Seth and I have been living in the Amherst/Northampton area for almost ten years now, and we had never been to the Academy of Music in Northampton. The Academy of Music is a historic theatre, built in the late 19th century. It's a location for live art (theatre, dance, music) as well as film and art education.
Early last month I was excited to see a flier for an opera, Armida, that was coming to the Academy in early March. Seth, Patrick (who would be out visiting that weekend), and I all decided to go, and I purchased us tickets.
Armedia was billed as a Baroque pastiche in the mode of the Met Opera's The Enchanted Island. Since Seth and I had loved The Enchanted Island, we were very excited to see Armida.
We started out our night with a fun trip to Ibiza Tapas and then headed off to the opera.

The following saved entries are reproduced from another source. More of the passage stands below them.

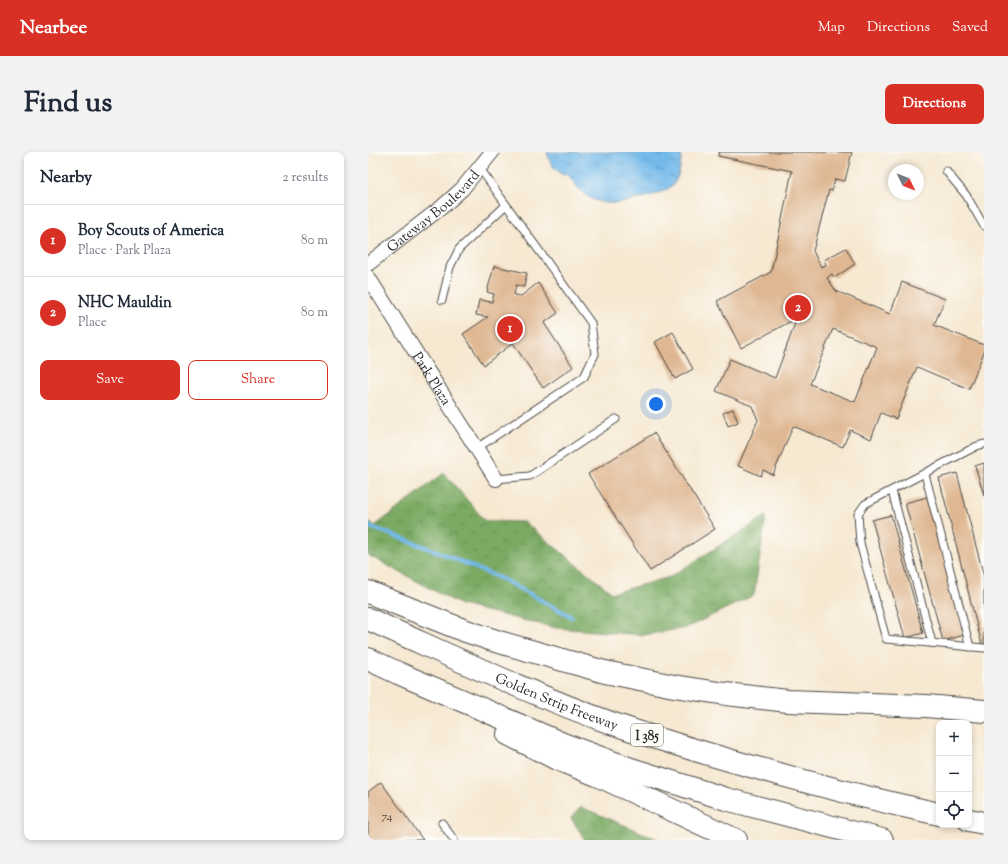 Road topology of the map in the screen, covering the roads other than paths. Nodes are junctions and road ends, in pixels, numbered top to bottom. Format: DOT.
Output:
graph roads {
  1 [pos="492,152"];
  2 [pos="479,168"];
  3 [pos="946,171"];
  4 [pos="506,205"];
  5 [pos="984,226"];
  6 [pos="368,264"];
  7 [pos="368,278"];
  8 [pos="442,300"];
  9 [pos="616,419"];
  10 [pos="984,444"];
  11 [pos="477,448"];
  12 [pos="925,474"];
  13 [pos="496,479"];
  14 [pos="892,491"];
  15 [pos="368,592"];
  16 [pos="368,619"];
  17 [pos="932,643"];
  18 [pos="970,647"];
  19 [pos="984,648"];
  20 [pos="368,659"];
  21 [pos="398,673"];
  22 [pos="984,711"];
  23 [pos="936,813"];
  24 [pos="972,821"];
  25 [pos="442,823"];
  26 [pos="984,823"];
  27 [pos="454,840"];
  28 [pos="736,840"];
  29 [pos="882,840"];
  1 -- 2 [label="street, Gateway Boulevard"];
  2 -- 4 [label="lane"];
  2 -- 6 [label="street, Gateway Boulevard"];
  3 -- 5 [label="lane"];
  4 -- 8 [label="lane"];
  4 -- 11 [label="lane"];
  7 -- 11 [label="street, Park Plaza"];
  9 -- 13 [label="lane"];
  10 -- 12 [label="lane"];
  11 -- 13 [label="street, Park Plaza"];
  12 -- 14 [label="lane"];
  12 -- 18 [label="lane"];
  14 -- 17 [label="lane"];
  14 -- 17 [label="lane"];
  15 -- 22 [label="highway"];
  16 -- 23 [label="highway, Golden Strip Freeway / I 385"];
  17 -- 18 [label="lane"];
  18 -- 19 [label="lane"];
  20 -- 21 [label="highway"];
  21 -- 28 [label="highway"];
  21 -- 29 [label="highway"];
  24 -- 26 [label="highway"];
  25 -- 27 [label="lane"];
} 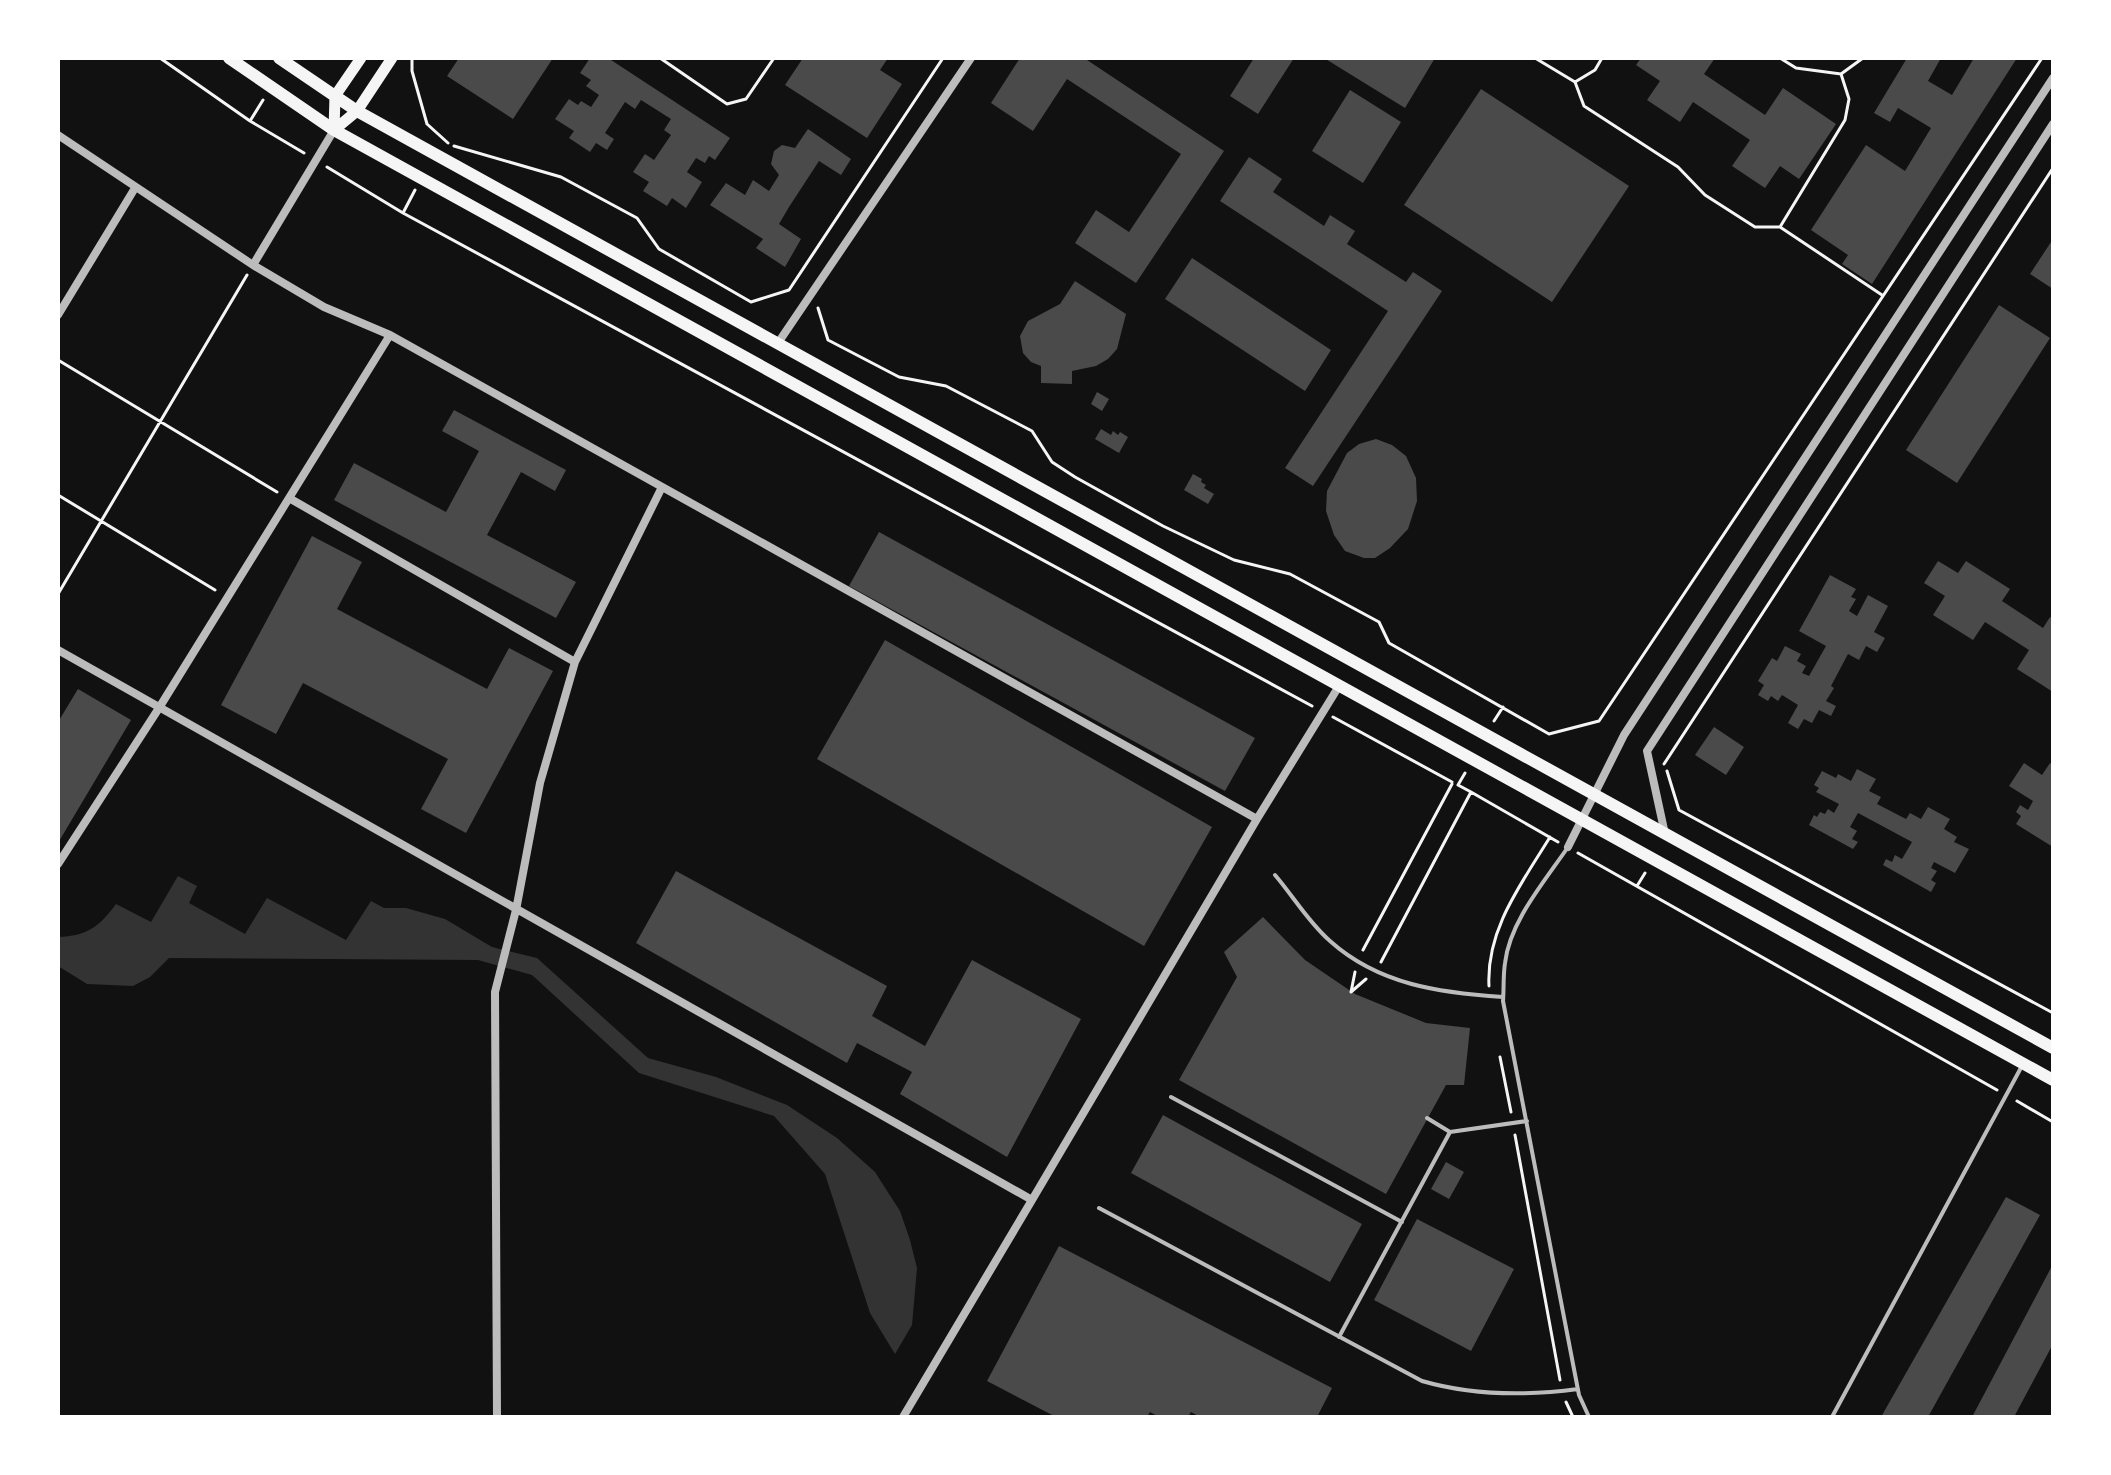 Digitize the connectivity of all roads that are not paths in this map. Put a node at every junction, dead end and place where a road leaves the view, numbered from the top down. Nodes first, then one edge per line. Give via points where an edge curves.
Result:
1 (229, 58) edge
2 (279, 58) edge
3 (361, 58) edge
4 (392, 58) edge
5 (971, 58) edge
6 (2053, 78) edge
7 (335, 96) junction
8 (357, 111) junction
9 (2053, 124) edge
10 (334, 130) junction
11 (58, 135) edge
12 (135, 188) junction
13 (253, 265) junction
14 (58, 293) edge
15 (68, 299) junction
16 (58, 315) edge
17 (390, 335) junction
18 (778, 343) junction
19 (662, 487) junction
20 (289, 498) junction
21 (58, 650) edge
22 (575, 662) junction
23 (1339, 686) junction
24 (159, 708) junction
25 (1594, 795) junction
26 (1257, 819) junction
27 (1582, 820) junction
28 (1665, 835) junction
29 (1568, 847) joint
30 (58, 864) edge
31 (1275, 875) dead end
32 (516, 910) junction
33 (1503, 997) junction
34 (2053, 1048) edge
35 (2023, 1064) junction
36 (2053, 1080) edge
37 (1171, 1097) dead end
38 (1427, 1118) dead end
39 (1527, 1121) junction
40 (1450, 1132) junction
41 (1032, 1200) junction
42 (1099, 1208) dead end
43 (1402, 1222) junction
44 (1339, 1337) junction
45 (1578, 1389) junction
46 (497, 1417) edge
47 (903, 1417) edge
48 (1589, 1417) edge
49 (1832, 1417) edge

1 - 10 main road
2 - 7 main road
3 - 7 main road
4 - 8 main road
5 - 18 street
6 - 25 street via 1624,735
7 - 8 main road
7 - 10 main road
8 - 10 main road
8 - 18 main road
9 - 28 street via 1647,751
10 - 13 street
10 - 23 main road
11 - 12 street
12 - 13 street
12 - 15 street
13 - 17 street via 324,307
14 - 15 street
15 - 16 street
17 - 19 street
17 - 20 street
18 - 25 main road
19 - 22 street
19 - 26 street
20 - 22 street
20 - 24 street
21 - 24 street
22 - 32 street via 540,783
23 - 26 street
23 - 27 main road
24 - 30 street
24 - 32 street
25 - 27 street
25 - 28 main road
26 - 41 street
27 - 29 street
27 - 35 main road
28 - 34 main road
29 - 33 lane via 1516,930 1505,961
31 - 33 lane via 1329,941 1357,961 1407,985
32 - 41 street
32 - 46 street via 495,992
33 - 39 lane
35 - 36 main road
35 - 49 lane
37 - 43 lane
38 - 40 lane
39 - 40 lane
39 - 45 lane
40 - 43 lane
41 - 47 street
42 - 44 lane
43 - 44 lane
44 - 45 lane via 1422,1381 1453,1390 1498,1395
45 - 48 lane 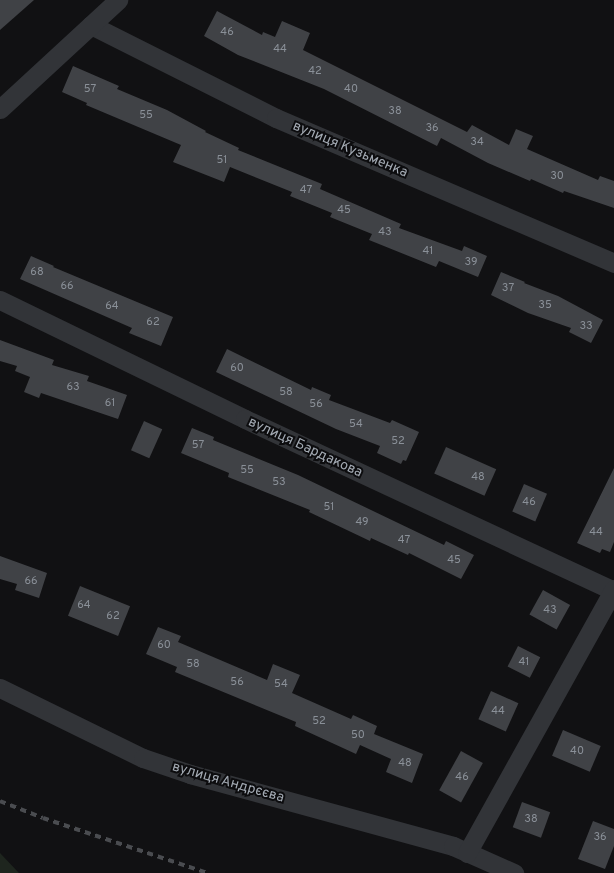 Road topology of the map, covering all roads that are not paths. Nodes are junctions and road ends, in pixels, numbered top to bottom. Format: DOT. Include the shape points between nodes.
graph roads {
  1 [pos="118,0"];
  2 [pos="91,25"];
  3 [pos="0,109"];
  4 [pos="614,263"];
  5 [pos="0,300"];
  6 [pos="614,590"];
  7 [pos="0,688"];
  8 [pos="466,852"];
  9 [pos="514,873"];
  1 -- 2 [label="street"];
  2 -- 3 [label="street"];
  2 -- 4 [label="street, вулиця Кузьменка" via="276,118"];
  5 -- 6 [label="street, вулиця Бардакова" via="245,420"];
  6 -- 8 [label="street"];
  7 -- 8 [label="street, вулиця Андрєєва" via="142,758"];
  8 -- 9 [label="street, вулиця Андрєєва"];
} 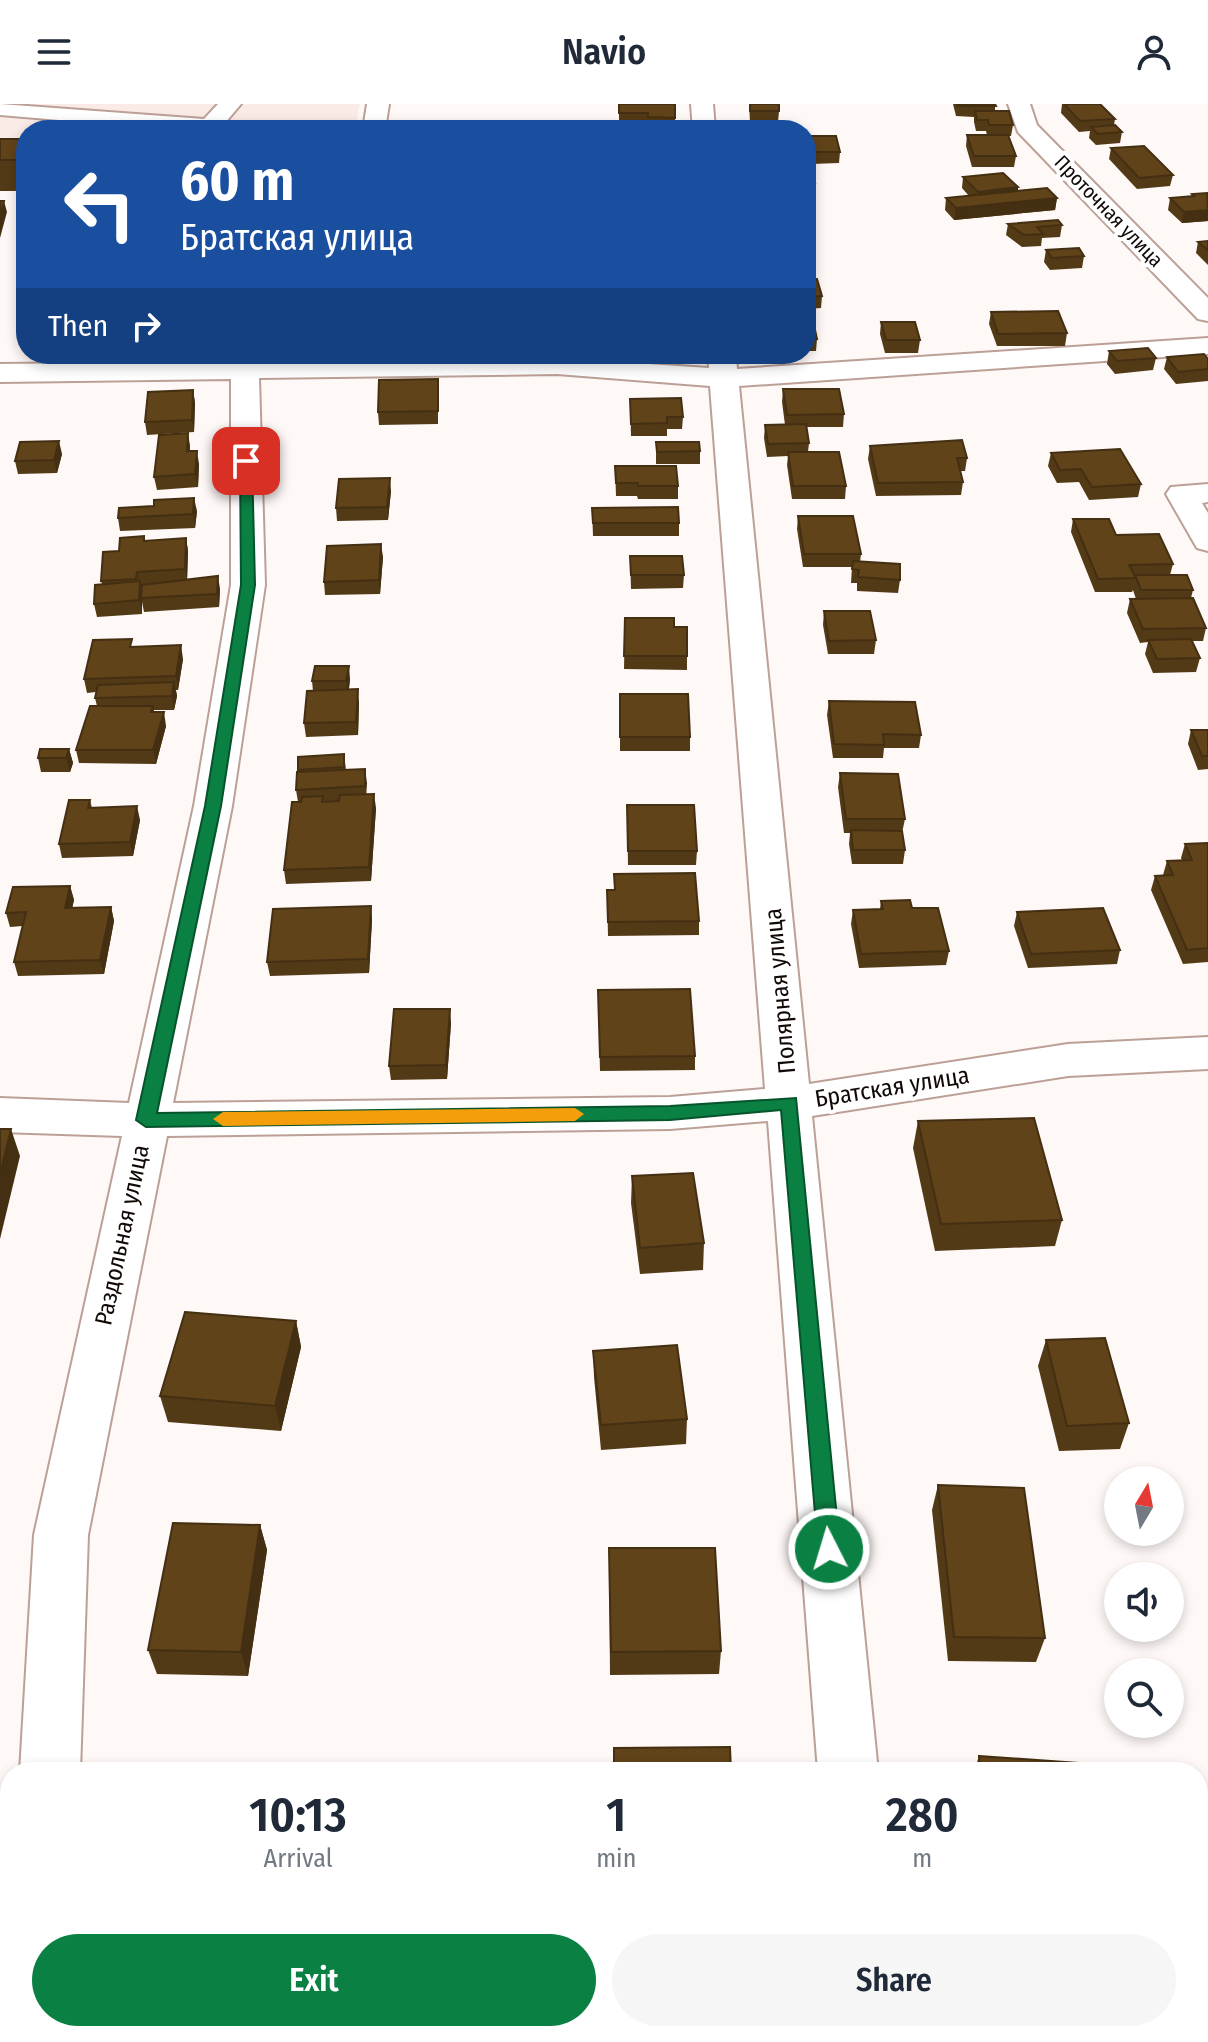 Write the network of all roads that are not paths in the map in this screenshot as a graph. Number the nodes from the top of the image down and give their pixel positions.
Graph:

Armida was a very interesting experience. It was more modern than the opera that we were used to, having basically seen only Met Opera. The first interesting thing was that the turn-out for the opera was quite small. The Academy looks like it can hold around 800 people. There were max three dozen in the audience for Armida.
The opera was experienced in three acts, with an intermission after the first act, and totalled around two and a half hours. The singers were definitely of mixed talent. The lead soprano was excellent, but the male leads were less stellar.
The opera did not have a plot but was commentary about dreams and reality presented in a non-linear format. The opera seemed to take inspiration from Greek myth and other sources, although there was no plot summary or notes in the program to indicate exactly what the opera was drawing from. The Baroque music was excellent, but the lack of cohesive plot was a bit jarring for us, being used to traditional opera as we are.
A barrier to appreciating the opera was the libretto. The libretto was displayed on a screen over the stage, a good strategy in theory. Unfortunately, from our seats in the balcony, the top line of the libretto was completely obscured. We ended up moving down to the orchestra level for the second two acts of the opera as a result. The translation of the libretto seemed a confused and the lines were occasionally not presented at the correct time (meaning the singer would be ahead of or behind the libretto).
All in all, the opera was definitely a good experience. The music was great. There was definitely a focus on arias -- I would have loved to hear some more duets for example, but maybe arias are more a focus of Baroque music. It was a fun evening out, and a great opportunity to explore part of our community.